Le vampire le découvrît un mouchoir en main, les yeux remplis de larmes, le nez ruisselant de tristesse, tenant le même parchemin depuis des heures au vu de son humidité. D’un naturel maniaque, peu importait qui fréquentait le lieu, il fuirait devant le trouble régnant, pensant s’être trompé de dimension. Grimoires, rouleaux, plumes, autres accessoires et textes légaux voltigeaient, s’entassant là où ils le pouvaient, attendant désespérément des instructions qui n’arrivaient pas.
— Ressaisis-toi ! L’heure est critique !
Il essaya d’approcher son ami pour le réconforter, l’encombrement sur le chemin l’en retint. C’est avec de grands gestes dignes d’un chef d’orchestre qu’il mit de l’ordre à la pièce. Une fois le ménage terminé, Darrius se jeta sur le fauteuil jaune citron douillet à souhait, et reprit :
— Alanine projette d’exécuter les petits princes et l’Héritier ce soir. Son objectif, s’emparer du trône de Khalarie !
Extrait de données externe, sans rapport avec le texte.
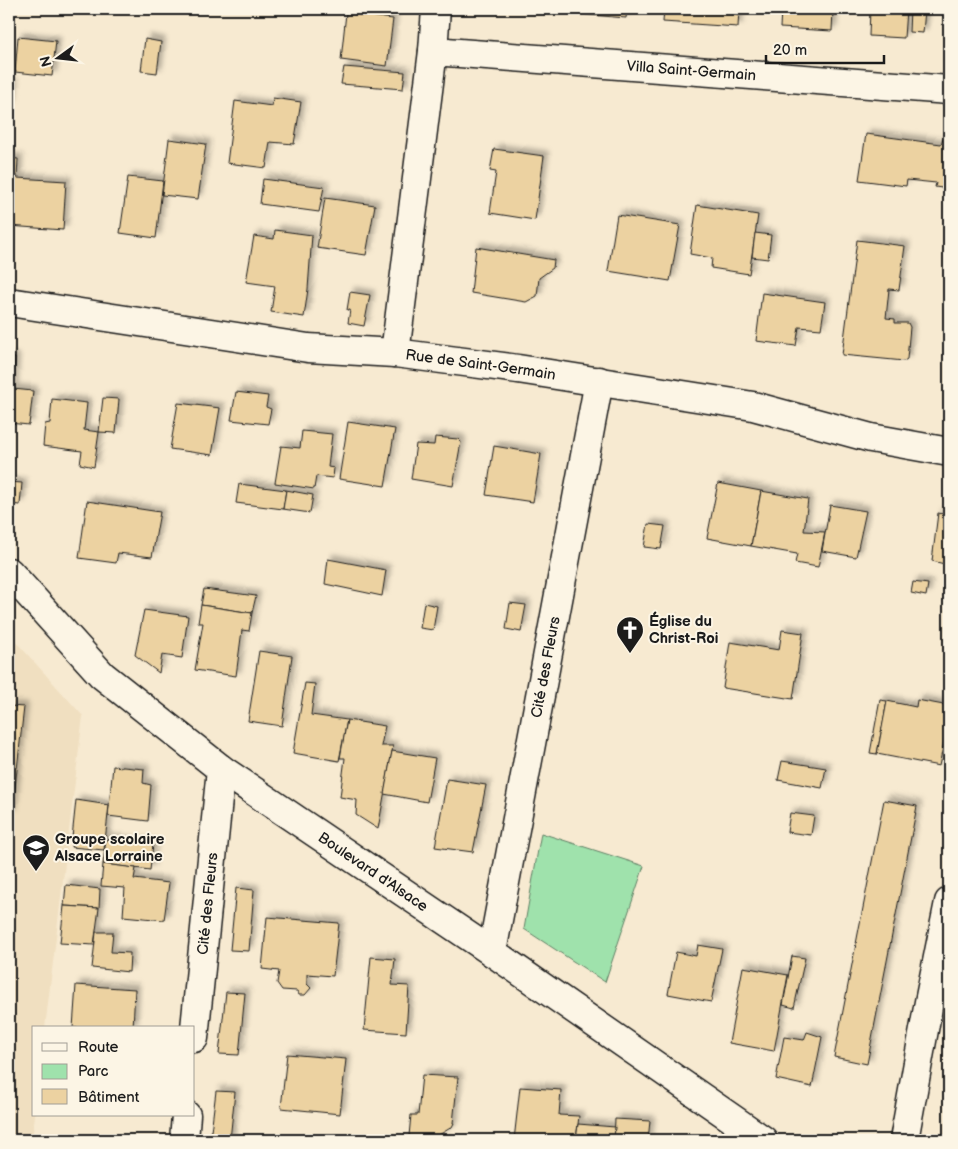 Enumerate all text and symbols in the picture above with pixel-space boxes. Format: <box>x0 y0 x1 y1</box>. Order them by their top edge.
north arrow <box>32 32 82 82</box>
scale bar <box>766 32 883 64</box>
text: 20 m <box>773 41 807 60</box>
text: N <box>36 54 55 69</box>
street label: Villa Saint-Germain <box>626 56 757 85</box>
street label: Rue de Saint-Germain <box>404 345 557 384</box>
place label: Église du Christ-Roi <box>649 611 719 648</box>
street label: Cité des Fleurs <box>527 614 564 719</box>
church icon: Église du Christ-Roi <box>615 615 645 654</box>
street label: Boulevard d'Alsace <box>314 828 432 916</box>
place label: Groupe scolaire Alsace Lorraine <box>54 830 165 866</box>
school or university icon: Groupe scolaire Alsace Lorraine <box>21 833 51 872</box>
street label: Cité des Fleurs <box>193 851 222 956</box>
legend <box>32 1026 195 1116</box>
text: Route <box>78 1038 119 1057</box>
text: Parc <box>78 1062 108 1081</box>
text: Bâtiment <box>78 1088 140 1107</box>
Anatole le fixa droit dans les yeux, s’interrogeant sur l’affolement de Darrius. N’entrevoyant pas de logique dans ses propos, il tâcha de le rassurer :
— Calme-toi mon vieux ! Enlil ne la laissera jamais faire. Tu le connais aussi profondément que moi ! Il va déchaîner sa colère et les brûlés vifs avant de retourner à ses activités.
— La situation est plus chaotique, que tu ne le penses, mon ami. J’ai surpris une conversation entre Gaudin et Néotolc, prouvant clairement qu’elle a fomenté l’assassinat de notre Reine bien-aimée.
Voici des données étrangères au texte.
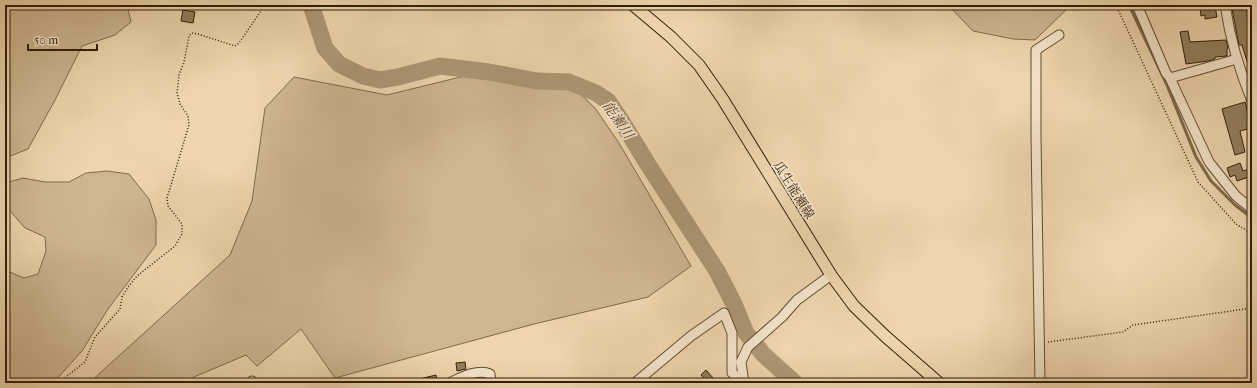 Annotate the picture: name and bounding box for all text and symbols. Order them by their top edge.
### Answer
scale bar [28,26,97,52]
text: 50 m [34,33,58,47]
water label: 能瀬川 [599,98,638,144]
street label: 瓜生能瀬線 [770,158,818,222] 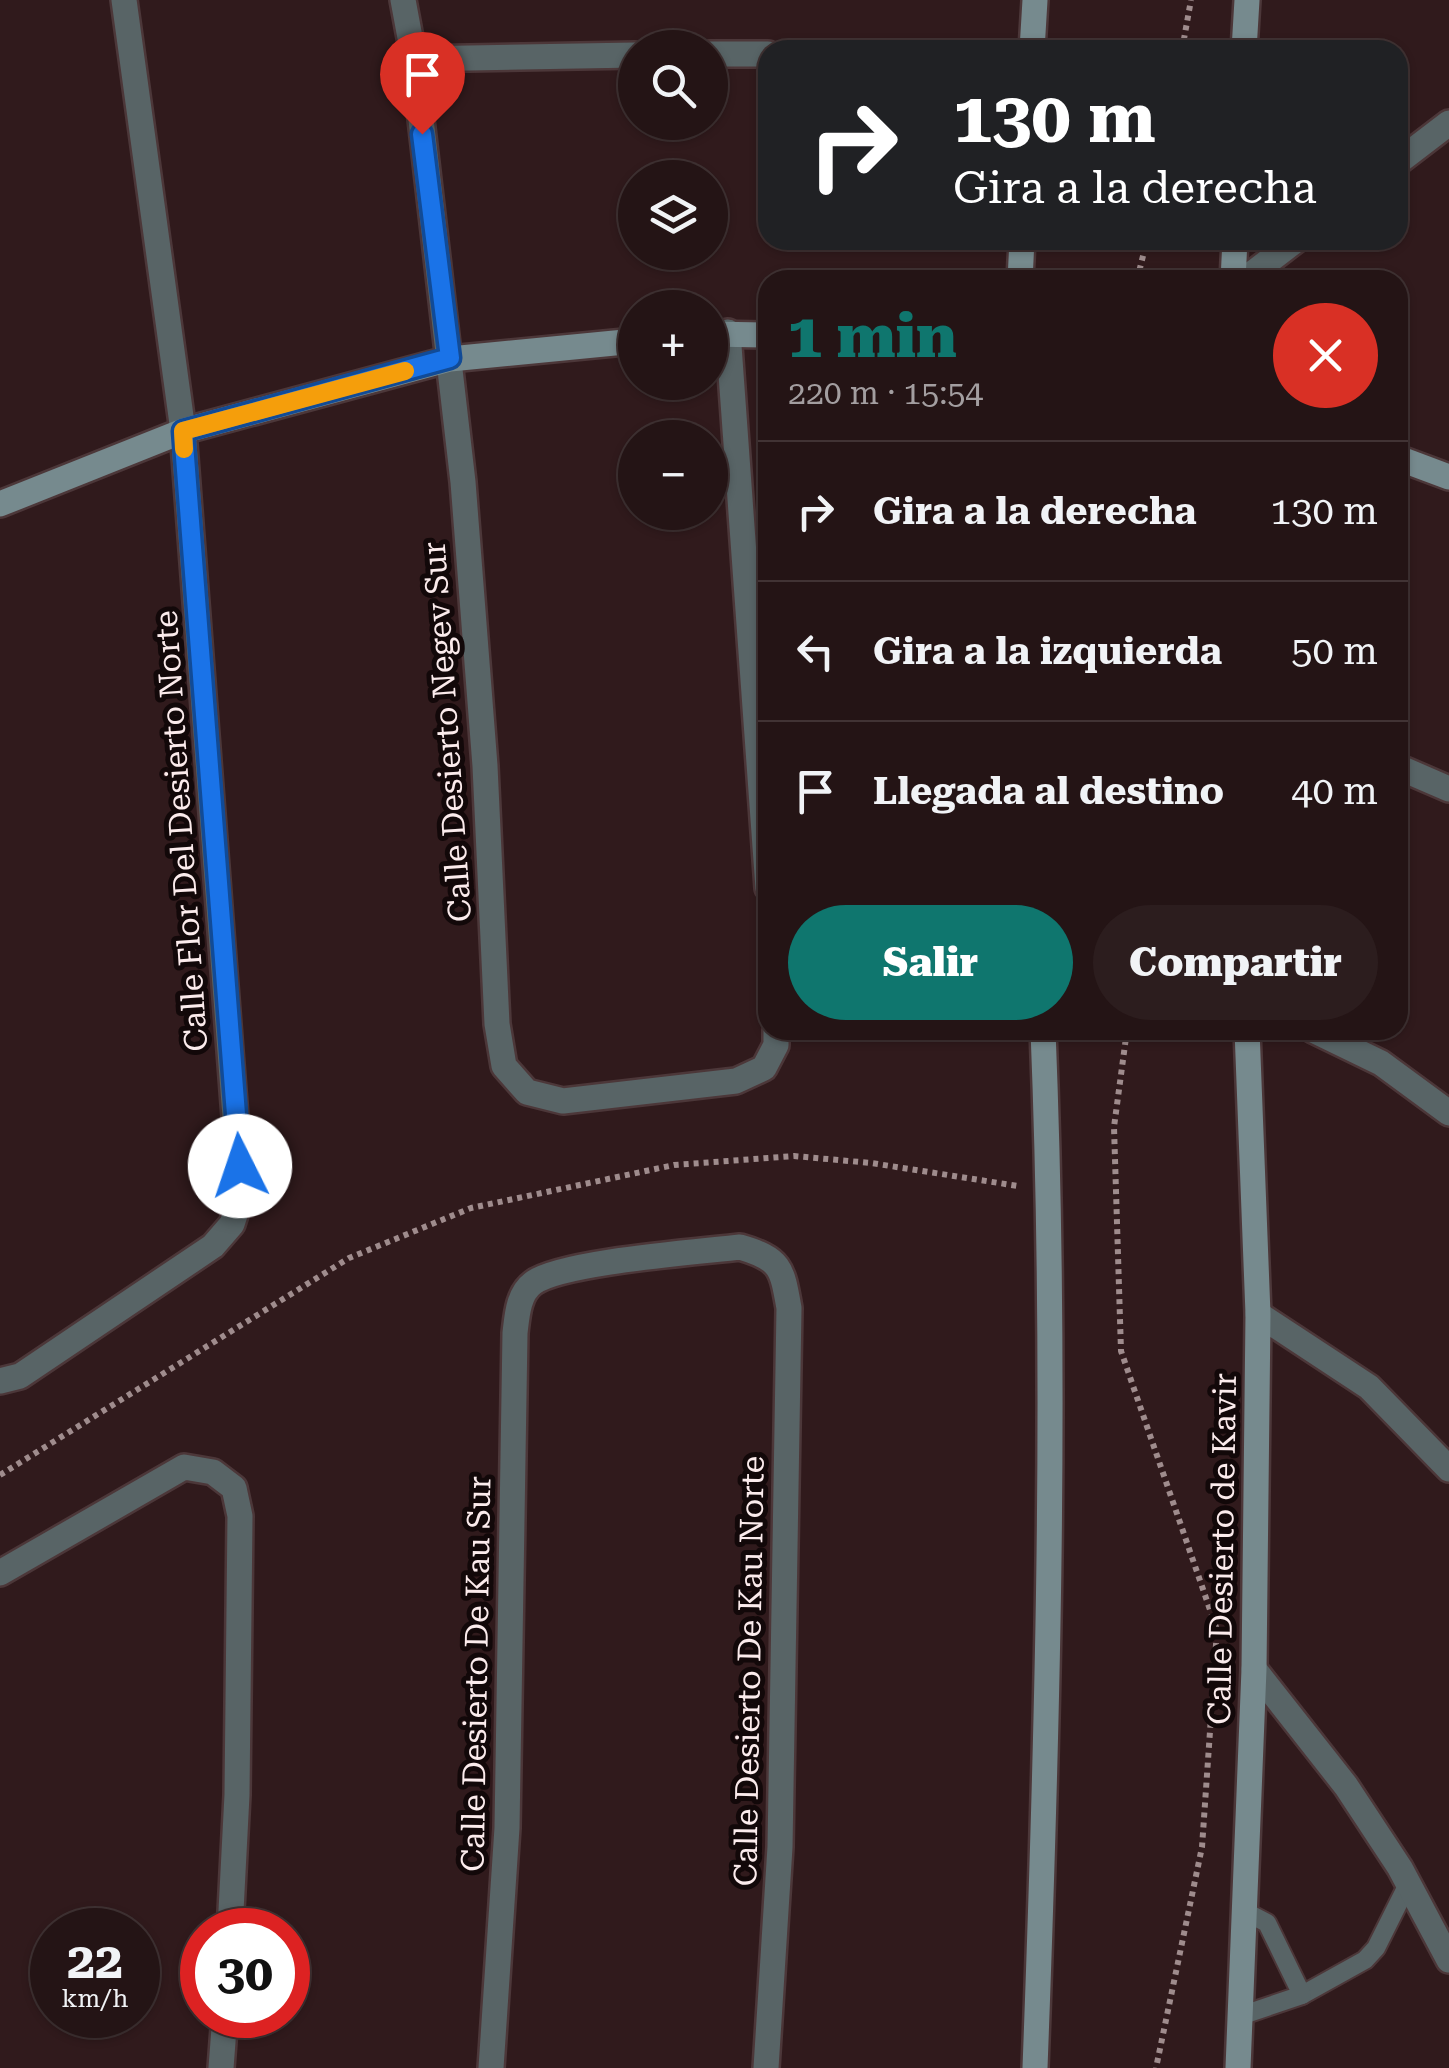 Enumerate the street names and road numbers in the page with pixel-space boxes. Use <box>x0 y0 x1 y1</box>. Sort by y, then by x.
street label: Calle Desierto Negev Sur <box>415 541 479 923</box>
street label: Calle Flor Del Desierto Norte <box>147 609 215 1053</box>
street label: Calle Desierto de Kavir <box>1200 1373 1244 1725</box>
street label: Calle Desierto De Kau Norte <box>726 1455 772 1887</box>
street label: Calle Desierto De Kau Sur <box>454 1476 498 1872</box>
Anatole sursauta. Emprunt d’indignation, Darrius ne put s’empêcher de taper du poing sur le bureau. Sorti de son apathie, le Gardien royal changea radicalement. Son chakra de puissance basique augmenta sous le coup de l’émotion. La vague d’énergie mystique qu’il expulsa créa une rafale qui souleva la longue crinière de son compagnon. Sa sorcellerie généralement sombre, rayonnait d’un afflux d’or. Ce qui intrigua le serviteur ! Il résolut de revenir plus tard sur la raison de ce phénomène. La priorité à la veille du sacre restait le sauvetage de la monarchie…
— Mais quelle salope ! Ils auraient dû la noyer au berceau. Hors de question, que cette engeance du Néant touche à un cheveu des enfants de ma précieuse Kelly. Je suppose que tu as un plan ?
— À nous deux, on devrait pouvoir s’occuper d’eux ! s’énerva Darrius.
— Ce combat appartient au Prince, sa crédibilité est en jeu. Il doit se défaire de sa grand-tante et de son scorpion lui-même. Si nous agissons à sa place, la confiance du peuple à son égard en sera ternie ; cela aurait pour conséquence l’échec de sa communion, lâcha Anatole d’une voix mécanique.
— Tu récupères Kieran et Warren discrètement puis tu les conduis à leurs frères. Les sachant en sécurité, Enlil n’aura aucun scrupule à se débarrasser des intrigants.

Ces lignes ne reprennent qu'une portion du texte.